”Private equity thrives on change and times of economic disruption or transformation always provide opportunities. So the deals will be there to do in 2008, even if conversion rates are lower due to pricing perception gaps.
It is unlikely to be a buyers market though, competition for the best deals will remain intense and differentiation will continue to be key.
2008 will certainly be a time for the industry to demonstrate the strength and performance of the PE model, and to remain on the front foot in terms of communication.” Philip Yea, 3i chief executive.
2007 was a sparkling year for 3i. In the last six months alone 3i more than doubled its investing to £1.23 billion (€1.76 billion; $2.59 billion) to the end of September in comparison with £589 million in the same period last year.
3i also realised £1.04 billion during the six months in comparison to £849 million previously. This figure includes the group’s proceeds from its £540 million sale of Nordic service provider Coor Service Management to Cinven at an enterprise value of 17.5 times EBITDA, according to someone close to the deal. The firm made £337 million profits on divestments up from £216 million previously.
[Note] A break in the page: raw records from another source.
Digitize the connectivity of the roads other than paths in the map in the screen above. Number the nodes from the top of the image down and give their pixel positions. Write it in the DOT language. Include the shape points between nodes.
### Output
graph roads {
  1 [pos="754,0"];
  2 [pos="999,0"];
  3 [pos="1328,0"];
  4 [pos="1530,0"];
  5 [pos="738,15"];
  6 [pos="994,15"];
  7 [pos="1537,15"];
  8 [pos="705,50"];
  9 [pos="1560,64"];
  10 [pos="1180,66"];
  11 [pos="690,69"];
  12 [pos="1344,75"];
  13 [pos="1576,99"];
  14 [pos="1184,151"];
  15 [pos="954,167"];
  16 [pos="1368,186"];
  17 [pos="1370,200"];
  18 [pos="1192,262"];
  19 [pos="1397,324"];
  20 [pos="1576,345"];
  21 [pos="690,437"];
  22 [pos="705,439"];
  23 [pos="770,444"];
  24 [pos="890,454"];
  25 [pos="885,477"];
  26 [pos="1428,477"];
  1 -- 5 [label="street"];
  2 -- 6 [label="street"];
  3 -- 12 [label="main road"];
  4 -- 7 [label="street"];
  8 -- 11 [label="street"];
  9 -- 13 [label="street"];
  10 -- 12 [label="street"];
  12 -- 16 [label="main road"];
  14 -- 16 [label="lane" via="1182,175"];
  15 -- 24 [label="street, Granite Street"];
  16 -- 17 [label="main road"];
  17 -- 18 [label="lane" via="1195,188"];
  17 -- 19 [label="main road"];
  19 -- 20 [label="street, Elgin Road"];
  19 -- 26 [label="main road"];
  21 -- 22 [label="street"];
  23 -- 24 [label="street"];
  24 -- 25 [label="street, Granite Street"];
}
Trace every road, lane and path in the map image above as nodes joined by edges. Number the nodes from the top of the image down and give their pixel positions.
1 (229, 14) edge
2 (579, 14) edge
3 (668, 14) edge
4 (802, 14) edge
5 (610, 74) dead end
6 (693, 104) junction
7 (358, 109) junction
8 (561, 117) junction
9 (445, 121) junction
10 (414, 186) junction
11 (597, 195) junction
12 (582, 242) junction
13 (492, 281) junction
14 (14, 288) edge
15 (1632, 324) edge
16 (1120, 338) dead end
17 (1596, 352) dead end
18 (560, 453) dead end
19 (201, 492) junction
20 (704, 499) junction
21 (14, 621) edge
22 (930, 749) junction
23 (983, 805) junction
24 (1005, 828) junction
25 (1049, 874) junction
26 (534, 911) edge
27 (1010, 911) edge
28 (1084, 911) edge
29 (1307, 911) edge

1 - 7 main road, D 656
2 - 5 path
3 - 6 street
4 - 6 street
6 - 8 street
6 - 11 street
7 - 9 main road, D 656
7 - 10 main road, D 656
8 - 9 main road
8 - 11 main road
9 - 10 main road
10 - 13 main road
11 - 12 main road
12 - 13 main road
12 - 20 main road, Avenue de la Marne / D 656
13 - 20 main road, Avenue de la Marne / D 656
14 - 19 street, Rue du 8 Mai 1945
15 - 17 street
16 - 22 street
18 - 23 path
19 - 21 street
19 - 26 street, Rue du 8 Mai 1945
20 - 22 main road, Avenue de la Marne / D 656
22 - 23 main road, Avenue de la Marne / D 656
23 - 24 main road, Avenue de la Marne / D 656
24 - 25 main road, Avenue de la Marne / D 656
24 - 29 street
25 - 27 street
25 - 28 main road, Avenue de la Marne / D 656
It also made a gross portfolio return of 14.3 percent in comparison with 11.6 percent previously and a net portfolio return of £453 million with a total return of £512 million, a 12 percent return on shareholders funds. It issued a dividend of 6.1p per ordinary share. The firm has £8.18 billion of assets under management, up from £7.03 billion previously. The assets were split between £5.13 billion on its balance sheet and £3.05 billion invested for third party funds, a NAV per share of £10.07.